What I noticed when using this class is, that when I write JavaScript in a <script> tags in a sheet.html; it does not get triggered in the index.html; which does not mean it is safe to allow any scripts to infiltrate those files though. My guess is that the script gets run when the fetch-request reads through the file and not when the content gets 'pasted' into our index.html.

But what if you want to import some JS anyway? Well; I noticed that custom-elements get rendered properly, (if they are defined in our app.js file); so you could use a custom-element to autoload JS code.

Notice: I can't really speak about the security of this method; I would say not too bad, but if those HTML files got corrupted anyhow, the class would have no way of knowing, never mind handeling.

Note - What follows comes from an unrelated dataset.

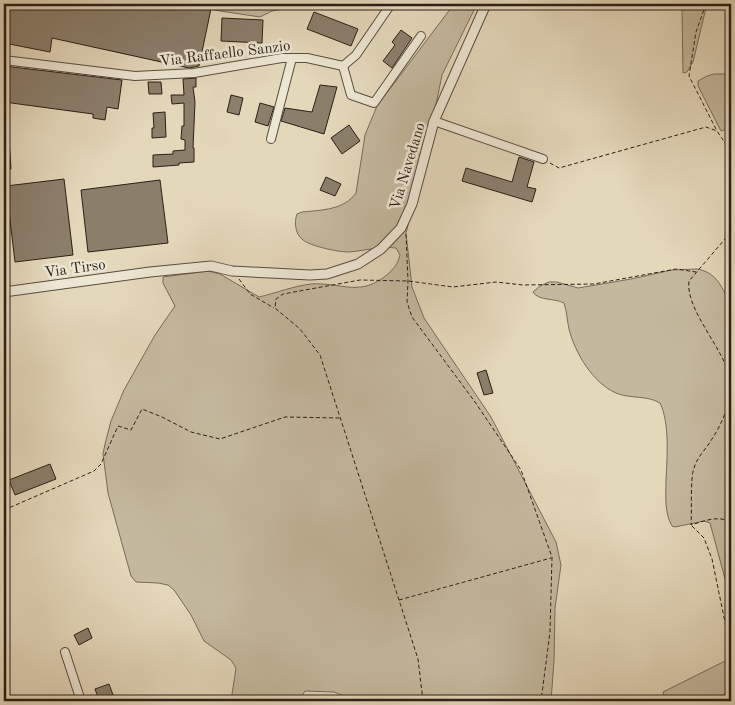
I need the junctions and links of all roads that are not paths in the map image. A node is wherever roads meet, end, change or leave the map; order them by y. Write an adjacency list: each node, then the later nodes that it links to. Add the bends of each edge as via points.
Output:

Conclusion: use a framework 😉

Series Conclusion

In these 4 articles, I set to lay out my first steps into starting with Electron and desktop-app making. I must say I was surprised how little extra setup it is compared to web development, for this example at least. I assume that if I where to dive deeper into this world, it would require some more setup.
I found that it is certainly possible to work with Electron without a framework (I fully build my app before realizing I could have used one); but it would have improved my dev-experience a bit.
I like how close it is to web-development I'm used to, and working with it feels quite nice, but I can't really compare how it holds up against other app-dev frameworks.
However, the unsolvable errors at the start of my journey should be mentioned (The Electron Saga 0). They did cause a bit of confusion and worry.

Overall, it was fun mocking around this new environment, away from the projects lurking over my shoulder.
Speaking of which, I should return to those. I hope you got something out of this series.